- **Collected data entries**
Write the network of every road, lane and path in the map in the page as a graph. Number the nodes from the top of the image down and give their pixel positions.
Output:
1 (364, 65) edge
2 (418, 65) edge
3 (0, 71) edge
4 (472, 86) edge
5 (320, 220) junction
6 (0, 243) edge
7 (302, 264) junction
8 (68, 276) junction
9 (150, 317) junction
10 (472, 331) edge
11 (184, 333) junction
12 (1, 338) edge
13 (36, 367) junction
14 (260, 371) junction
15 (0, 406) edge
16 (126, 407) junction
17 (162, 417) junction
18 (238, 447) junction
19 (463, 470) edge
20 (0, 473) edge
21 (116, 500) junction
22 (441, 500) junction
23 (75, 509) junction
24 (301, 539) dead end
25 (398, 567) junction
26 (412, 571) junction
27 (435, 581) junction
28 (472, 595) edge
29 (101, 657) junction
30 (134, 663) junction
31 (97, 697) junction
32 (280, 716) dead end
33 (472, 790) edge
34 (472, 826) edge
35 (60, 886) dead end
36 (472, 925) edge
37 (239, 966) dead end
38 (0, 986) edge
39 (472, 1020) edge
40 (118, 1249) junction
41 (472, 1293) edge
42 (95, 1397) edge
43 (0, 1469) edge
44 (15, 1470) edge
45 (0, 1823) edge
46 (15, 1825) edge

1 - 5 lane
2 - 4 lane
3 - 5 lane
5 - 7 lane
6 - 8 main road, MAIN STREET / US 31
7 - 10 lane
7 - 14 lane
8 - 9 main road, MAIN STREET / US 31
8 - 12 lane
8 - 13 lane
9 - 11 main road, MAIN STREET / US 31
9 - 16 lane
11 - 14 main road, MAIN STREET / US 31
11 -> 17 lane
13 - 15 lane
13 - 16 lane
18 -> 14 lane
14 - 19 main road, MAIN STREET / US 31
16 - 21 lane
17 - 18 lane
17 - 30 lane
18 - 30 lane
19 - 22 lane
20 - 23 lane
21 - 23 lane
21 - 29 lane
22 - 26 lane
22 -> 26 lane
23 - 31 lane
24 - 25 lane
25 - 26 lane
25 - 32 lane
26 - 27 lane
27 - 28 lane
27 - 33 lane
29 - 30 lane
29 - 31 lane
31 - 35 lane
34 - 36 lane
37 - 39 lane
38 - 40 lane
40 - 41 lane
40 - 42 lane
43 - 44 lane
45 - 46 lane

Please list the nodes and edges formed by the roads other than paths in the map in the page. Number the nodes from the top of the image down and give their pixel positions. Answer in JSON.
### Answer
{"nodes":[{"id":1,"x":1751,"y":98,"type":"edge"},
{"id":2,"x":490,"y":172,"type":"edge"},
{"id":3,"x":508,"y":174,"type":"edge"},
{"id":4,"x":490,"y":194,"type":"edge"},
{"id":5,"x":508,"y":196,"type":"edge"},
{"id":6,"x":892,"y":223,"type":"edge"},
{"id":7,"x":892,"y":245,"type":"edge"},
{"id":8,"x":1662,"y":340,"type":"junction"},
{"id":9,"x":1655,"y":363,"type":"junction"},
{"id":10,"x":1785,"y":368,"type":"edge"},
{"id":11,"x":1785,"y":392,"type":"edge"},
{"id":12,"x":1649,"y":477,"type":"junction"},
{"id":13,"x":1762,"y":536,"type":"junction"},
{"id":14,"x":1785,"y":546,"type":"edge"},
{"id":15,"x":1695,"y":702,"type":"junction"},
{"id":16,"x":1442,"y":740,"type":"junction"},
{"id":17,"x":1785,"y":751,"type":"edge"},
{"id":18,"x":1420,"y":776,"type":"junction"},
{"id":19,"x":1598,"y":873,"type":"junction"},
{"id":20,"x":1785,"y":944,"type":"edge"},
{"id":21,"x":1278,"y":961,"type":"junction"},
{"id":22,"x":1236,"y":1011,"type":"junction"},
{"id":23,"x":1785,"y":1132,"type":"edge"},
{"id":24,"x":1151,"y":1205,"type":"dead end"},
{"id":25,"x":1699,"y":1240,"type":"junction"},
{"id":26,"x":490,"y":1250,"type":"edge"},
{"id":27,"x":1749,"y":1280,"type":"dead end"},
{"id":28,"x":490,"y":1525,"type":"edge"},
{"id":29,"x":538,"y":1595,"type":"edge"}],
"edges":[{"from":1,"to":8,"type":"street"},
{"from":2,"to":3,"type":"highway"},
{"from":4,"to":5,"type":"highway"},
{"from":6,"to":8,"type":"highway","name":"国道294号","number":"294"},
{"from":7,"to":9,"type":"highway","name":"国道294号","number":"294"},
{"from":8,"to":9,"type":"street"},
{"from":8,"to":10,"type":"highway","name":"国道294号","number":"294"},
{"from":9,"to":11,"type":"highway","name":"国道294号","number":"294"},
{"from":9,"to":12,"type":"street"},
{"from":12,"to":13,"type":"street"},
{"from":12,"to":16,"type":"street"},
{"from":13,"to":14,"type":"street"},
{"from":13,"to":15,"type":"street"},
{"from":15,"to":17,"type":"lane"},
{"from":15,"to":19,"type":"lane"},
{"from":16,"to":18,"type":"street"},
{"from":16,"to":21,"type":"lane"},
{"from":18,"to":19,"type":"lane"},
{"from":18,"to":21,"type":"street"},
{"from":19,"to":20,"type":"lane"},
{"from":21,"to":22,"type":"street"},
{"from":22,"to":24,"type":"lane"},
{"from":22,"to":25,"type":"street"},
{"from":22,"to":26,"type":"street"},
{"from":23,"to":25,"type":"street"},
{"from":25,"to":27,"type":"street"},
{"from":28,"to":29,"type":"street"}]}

- **Problem**
Line by line, please copy the records above exactly.

- **Completed exercise**
Write the network of every road, lane and path in the map in the page as a graph. Number the nodes from the top of the image down and give their pixel positions.
Output:
1 (364, 65) edge
2 (418, 65) edge
3 (0, 71) edge
4 (472, 86) edge
5 (320, 220) junction
6 (0, 243) edge
7 (302, 264) junction
8 (68, 276) junction
9 (150, 317) junction
10 (472, 331) edge
11 (184, 333) junction
12 (1, 338) edge
13 (36, 367) junction
14 (260, 371) junction
15 (0, 406) edge
16 (126, 407) junction
17 (162, 417) junction
18 (238, 447) junction
19 (463, 470) edge
20 (0, 473) edge
21 (116, 500) junction
22 (441, 500) junction
23 (75, 509) junction
24 (301, 539) dead end
25 (398, 567) junction
26 (412, 571) junction
27 (435, 581) junction
28 (472, 595) edge
29 (101, 657) junction
30 (134, 663) junction
31 (97, 697) junction
32 (280, 716) dead end
33 (472, 790) edge
34 (472, 826) edge
35 (60, 886) dead end
36 (472, 925) edge
37 (239, 966) dead end
38 (0, 986) edge
39 (472, 1020) edge
40 (118, 1249) junction
41 (472, 1293) edge
42 (95, 1397) edge
43 (0, 1469) edge
44 (15, 1470) edge
45 (0, 1823) edge
46 (15, 1825) edge

1 - 5 lane
2 - 4 lane
3 - 5 lane
5 - 7 lane
6 - 8 main road, MAIN STREET / US 31
7 - 10 lane
7 - 14 lane
8 - 9 main road, MAIN STREET / US 31
8 - 12 lane
8 - 13 lane
9 - 11 main road, MAIN STREET / US 31
9 - 16 lane
11 - 14 main road, MAIN STREET / US 31
11 -> 17 lane
13 - 15 lane
13 - 16 lane
18 -> 14 lane
14 - 19 main road, MAIN STREET / US 31
16 - 21 lane
17 - 18 lane
17 - 30 lane
18 - 30 lane
19 - 22 lane
20 - 23 lane
21 - 23 lane
21 - 29 lane
22 - 26 lane
22 -> 26 lane
23 - 31 lane
24 - 25 lane
25 - 26 lane
25 - 32 lane
26 - 27 lane
27 - 28 lane
27 - 33 lane
29 - 30 lane
29 - 31 lane
31 - 35 lane
34 - 36 lane
37 - 39 lane
38 - 40 lane
40 - 41 lane
40 - 42 lane
43 - 44 lane
45 - 46 lane

Please list the nodes and edges formed by the roads other than paths in the map in the page. Number the nodes from the top of the image down and give their pixel positions. Answer in JSON.
### Answer
{"nodes":[{"id":1,"x":1751,"y":98,"type":"edge"},
{"id":2,"x":490,"y":172,"type":"edge"},
{"id":3,"x":508,"y":174,"type":"edge"},
{"id":4,"x":490,"y":194,"type":"edge"},
{"id":5,"x":508,"y":196,"type":"edge"},
{"id":6,"x":892,"y":223,"type":"edge"},
{"id":7,"x":892,"y":245,"type":"edge"},
{"id":8,"x":1662,"y":340,"type":"junction"},
{"id":9,"x":1655,"y":363,"type":"junction"},
{"id":10,"x":1785,"y":368,"type":"edge"},
{"id":11,"x":1785,"y":392,"type":"edge"},
{"id":12,"x":1649,"y":477,"type":"junction"},
{"id":13,"x":1762,"y":536,"type":"junction"},
{"id":14,"x":1785,"y":546,"type":"edge"},
{"id":15,"x":1695,"y":702,"type":"junction"},
{"id":16,"x":1442,"y":740,"type":"junction"},
{"id":17,"x":1785,"y":751,"type":"edge"},
{"id":18,"x":1420,"y":776,"type":"junction"},
{"id":19,"x":1598,"y":873,"type":"junction"},
{"id":20,"x":1785,"y":944,"type":"edge"},
{"id":21,"x":1278,"y":961,"type":"junction"},
{"id":22,"x":1236,"y":1011,"type":"junction"},
{"id":23,"x":1785,"y":1132,"type":"edge"},
{"id":24,"x":1151,"y":1205,"type":"dead end"},
{"id":25,"x":1699,"y":1240,"type":"junction"},
{"id":26,"x":490,"y":1250,"type":"edge"},
{"id":27,"x":1749,"y":1280,"type":"dead end"},
{"id":28,"x":490,"y":1525,"type":"edge"},
{"id":29,"x":538,"y":1595,"type":"edge"}],
"edges":[{"from":1,"to":8,"type":"street"},
{"from":2,"to":3,"type":"highway"},
{"from":4,"to":5,"type":"highway"},
{"from":6,"to":8,"type":"highway","name":"国道294号","number":"294"},
{"from":7,"to":9,"type":"highway","name":"国道294号","number":"294"},
{"from":8,"to":9,"type":"street"},
{"from":8,"to":10,"type":"highway","name":"国道294号","number":"294"},
{"from":9,"to":11,"type":"highway","name":"国道294号","number":"294"},
{"from":9,"to":12,"type":"street"},
{"from":12,"to":13,"type":"street"},
{"from":12,"to":16,"type":"street"},
{"from":13,"to":14,"type":"street"},
{"from":13,"to":15,"type":"street"},
{"from":15,"to":17,"type":"lane"},
{"from":15,"to":19,"type":"lane"},
{"from":16,"to":18,"type":"street"},
{"from":16,"to":21,"type":"lane"},
{"from":18,"to":19,"type":"lane"},
{"from":18,"to":21,"type":"street"},
{"from":19,"to":20,"type":"lane"},
{"from":21,"to":22,"type":"street"},
{"from":22,"to":24,"type":"lane"},
{"from":22,"to":25,"type":"street"},
{"from":22,"to":26,"type":"street"},
{"from":23,"to":25,"type":"street"},
{"from":25,"to":27,"type":"street"},
{"from":28,"to":29,"type":"street"}]}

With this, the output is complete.